*YOUR OBJECTIVE:* Please copy all of the data that follows exactly, leaving any pictures out.

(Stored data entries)
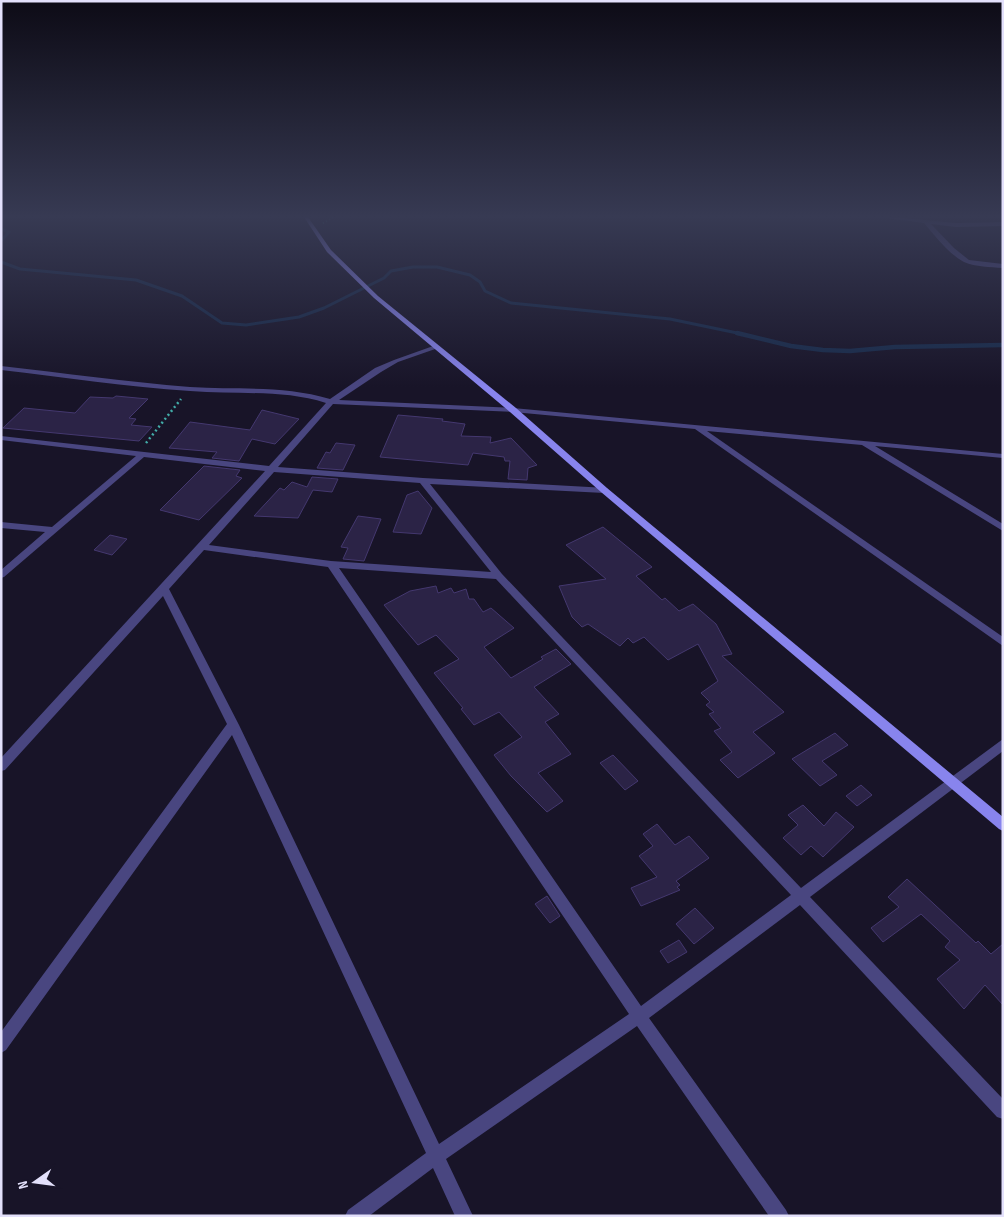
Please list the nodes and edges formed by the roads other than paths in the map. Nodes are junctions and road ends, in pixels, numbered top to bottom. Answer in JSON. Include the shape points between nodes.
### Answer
{"nodes":[{"id":1,"x":351,"y":274,"type":"edge"},
{"id":2,"x":436,"y":347,"type":"junction"},
{"id":3,"x":1,"y":368,"type":"edge"},
{"id":4,"x":332,"y":402,"type":"junction"},
{"id":5,"x":513,"y":410,"type":"junction"},
{"id":6,"x":698,"y":428,"type":"junction"},
{"id":7,"x":1,"y":438,"type":"edge"},
{"id":8,"x":862,"y":443,"type":"junction"},
{"id":9,"x":141,"y":453,"type":"junction"},
{"id":10,"x":1003,"y":456,"type":"edge"},
{"id":11,"x":272,"y":469,"type":"junction"},
{"id":12,"x":423,"y":481,"type":"junction"},
{"id":13,"x":604,"y":490,"type":"junction"},
{"id":14,"x":1,"y":525,"type":"edge"},
{"id":15,"x":1003,"y":528,"type":"edge"},
{"id":16,"x":52,"y":530,"type":"junction"},
{"id":17,"x":202,"y":547,"type":"junction"},
{"id":18,"x":331,"y":564,"type":"junction"},
{"id":19,"x":1,"y":575,"type":"edge"},
{"id":20,"x":499,"y":576,"type":"junction"},
{"id":21,"x":164,"y":588,"type":"junction"},
{"id":22,"x":1003,"y":642,"type":"edge"},
{"id":23,"x":233,"y":725,"type":"junction"},
{"id":24,"x":1003,"y":744,"type":"edge"},
{"id":25,"x":1,"y":766,"type":"edge"},
{"id":26,"x":953,"y":783,"type":"junction"},
{"id":27,"x":1003,"y":825,"type":"edge"},
{"id":28,"x":801,"y":895,"type":"junction"},
{"id":29,"x":639,"y":1016,"type":"junction"},
{"id":30,"x":1,"y":1045,"type":"edge"},
{"id":31,"x":1003,"y":1111,"type":"edge"},
{"id":32,"x":436,"y":1156,"type":"junction"},
{"id":33,"x":354,"y":1216,"type":"edge"},
{"id":34,"x":464,"y":1216,"type":"edge"},
{"id":35,"x":780,"y":1216,"type":"edge"}],
"edges":[{"from":1,"to":2,"type":"street"},
{"from":2,"to":4,"type":"street","via":[[378,370]]},
{"from":2,"to":5,"type":"street"},
{"from":3,"to":4,"type":"street","via":[[190,389],[304,392]]},
{"from":4,"to":5,"type":"street"},
{"from":4,"to":11,"type":"street"},
{"from":5,"to":6,"type":"street"},
{"from":5,"to":13,"type":"street"},
{"from":6,"to":8,"type":"street"},
{"from":6,"to":22,"type":"street"},
{"from":7,"to":9,"type":"street"},
{"from":8,"to":10,"type":"street"},
{"from":8,"to":15,"type":"street"},
{"from":9,"to":11,"type":"street"},
{"from":9,"to":16,"type":"street"},
{"from":11,"to":12,"type":"street"},
{"from":11,"to":17,"type":"street"},
{"from":12,"to":13,"type":"street"},
{"from":12,"to":20,"type":"street"},
{"from":13,"to":26,"type":"street"},
{"from":14,"to":16,"type":"street"},
{"from":16,"to":19,"type":"street"},
{"from":17,"to":18,"type":"street"},
{"from":17,"to":21,"type":"street"},
{"from":18,"to":20,"type":"street"},
{"from":18,"to":29,"type":"street"},
{"from":20,"to":28,"type":"street"},
{"from":21,"to":23,"type":"street"},
{"from":21,"to":25,"type":"street"},
{"from":23,"to":30,"type":"street"},
{"from":23,"to":32,"type":"street"},
{"from":24,"to":26,"type":"street"},
{"from":26,"to":27,"type":"street"},
{"from":26,"to":28,"type":"street"},
{"from":28,"to":29,"type":"street"},
{"from":28,"to":31,"type":"street"},
{"from":29,"to":32,"type":"street"},
{"from":29,"to":35,"type":"street"},
{"from":32,"to":33,"type":"street"},
{"from":32,"to":34,"type":"street"}]}
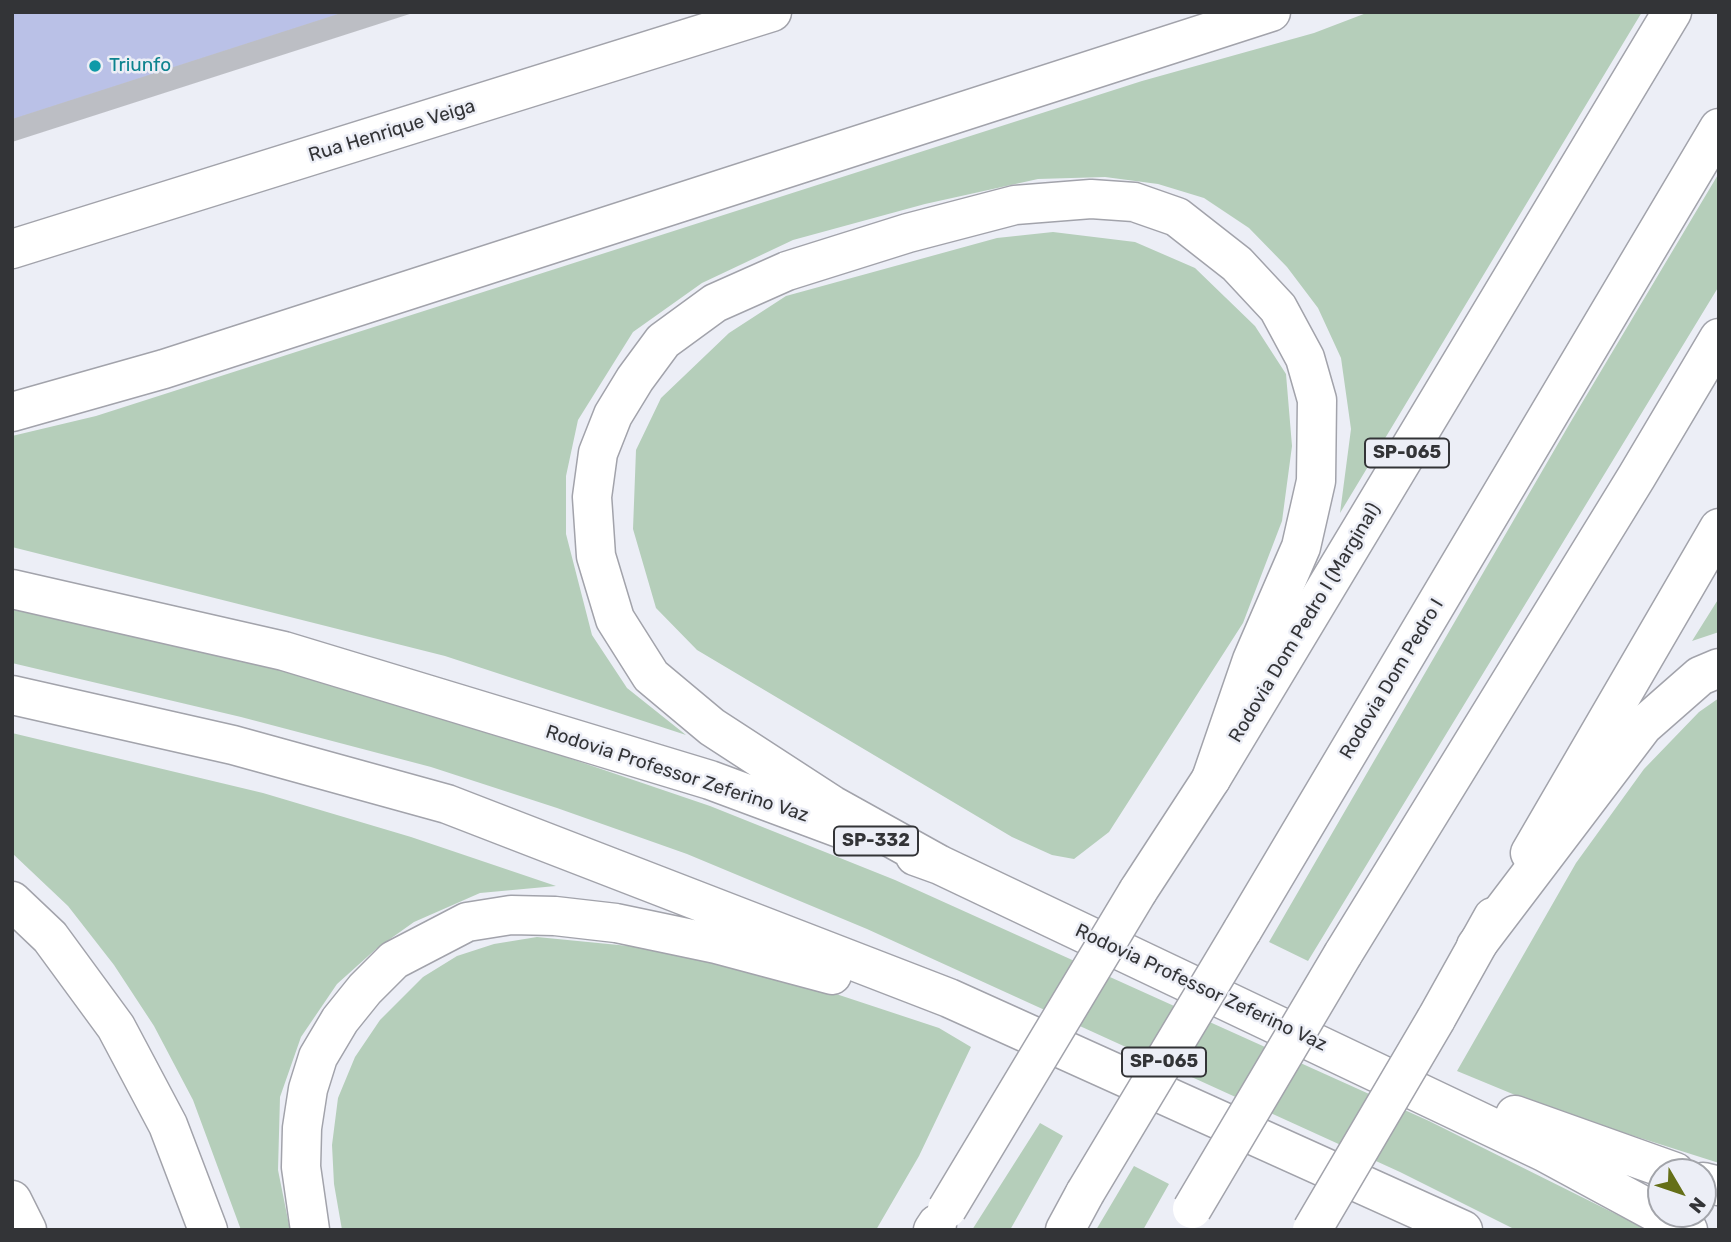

*OUTPUT FOR THIS EXERCISE:*
Please list the nodes and edges formed by the roads other than paths in the map. Nodes are junctions and road ends, in pixels, numbered top to bottom. Answer in JSON. Include the shape points between nodes.
### Answer
{"nodes":[{"id":1,"x":351,"y":274,"type":"edge"},
{"id":2,"x":436,"y":347,"type":"junction"},
{"id":3,"x":1,"y":368,"type":"edge"},
{"id":4,"x":332,"y":402,"type":"junction"},
{"id":5,"x":513,"y":410,"type":"junction"},
{"id":6,"x":698,"y":428,"type":"junction"},
{"id":7,"x":1,"y":438,"type":"edge"},
{"id":8,"x":862,"y":443,"type":"junction"},
{"id":9,"x":141,"y":453,"type":"junction"},
{"id":10,"x":1003,"y":456,"type":"edge"},
{"id":11,"x":272,"y":469,"type":"junction"},
{"id":12,"x":423,"y":481,"type":"junction"},
{"id":13,"x":604,"y":490,"type":"junction"},
{"id":14,"x":1,"y":525,"type":"edge"},
{"id":15,"x":1003,"y":528,"type":"edge"},
{"id":16,"x":52,"y":530,"type":"junction"},
{"id":17,"x":202,"y":547,"type":"junction"},
{"id":18,"x":331,"y":564,"type":"junction"},
{"id":19,"x":1,"y":575,"type":"edge"},
{"id":20,"x":499,"y":576,"type":"junction"},
{"id":21,"x":164,"y":588,"type":"junction"},
{"id":22,"x":1003,"y":642,"type":"edge"},
{"id":23,"x":233,"y":725,"type":"junction"},
{"id":24,"x":1003,"y":744,"type":"edge"},
{"id":25,"x":1,"y":766,"type":"edge"},
{"id":26,"x":953,"y":783,"type":"junction"},
{"id":27,"x":1003,"y":825,"type":"edge"},
{"id":28,"x":801,"y":895,"type":"junction"},
{"id":29,"x":639,"y":1016,"type":"junction"},
{"id":30,"x":1,"y":1045,"type":"edge"},
{"id":31,"x":1003,"y":1111,"type":"edge"},
{"id":32,"x":436,"y":1156,"type":"junction"},
{"id":33,"x":354,"y":1216,"type":"edge"},
{"id":34,"x":464,"y":1216,"type":"edge"},
{"id":35,"x":780,"y":1216,"type":"edge"}],
"edges":[{"from":1,"to":2,"type":"street"},
{"from":2,"to":4,"type":"street","via":[[378,370]]},
{"from":2,"to":5,"type":"street"},
{"from":3,"to":4,"type":"street","via":[[190,389],[304,392]]},
{"from":4,"to":5,"type":"street"},
{"from":4,"to":11,"type":"street"},
{"from":5,"to":6,"type":"street"},
{"from":5,"to":13,"type":"street"},
{"from":6,"to":8,"type":"street"},
{"from":6,"to":22,"type":"street"},
{"from":7,"to":9,"type":"street"},
{"from":8,"to":10,"type":"street"},
{"from":8,"to":15,"type":"street"},
{"from":9,"to":11,"type":"street"},
{"from":9,"to":16,"type":"street"},
{"from":11,"to":12,"type":"street"},
{"from":11,"to":17,"type":"street"},
{"from":12,"to":13,"type":"street"},
{"from":12,"to":20,"type":"street"},
{"from":13,"to":26,"type":"street"},
{"from":14,"to":16,"type":"street"},
{"from":16,"to":19,"type":"street"},
{"from":17,"to":18,"type":"street"},
{"from":17,"to":21,"type":"street"},
{"from":18,"to":20,"type":"street"},
{"from":18,"to":29,"type":"street"},
{"from":20,"to":28,"type":"street"},
{"from":21,"to":23,"type":"street"},
{"from":21,"to":25,"type":"street"},
{"from":23,"to":30,"type":"street"},
{"from":23,"to":32,"type":"street"},
{"from":24,"to":26,"type":"street"},
{"from":26,"to":27,"type":"street"},
{"from":26,"to":28,"type":"street"},
{"from":28,"to":29,"type":"street"},
{"from":28,"to":31,"type":"street"},
{"from":29,"to":32,"type":"street"},
{"from":29,"to":35,"type":"street"},
{"from":32,"to":33,"type":"street"},
{"from":32,"to":34,"type":"street"}]}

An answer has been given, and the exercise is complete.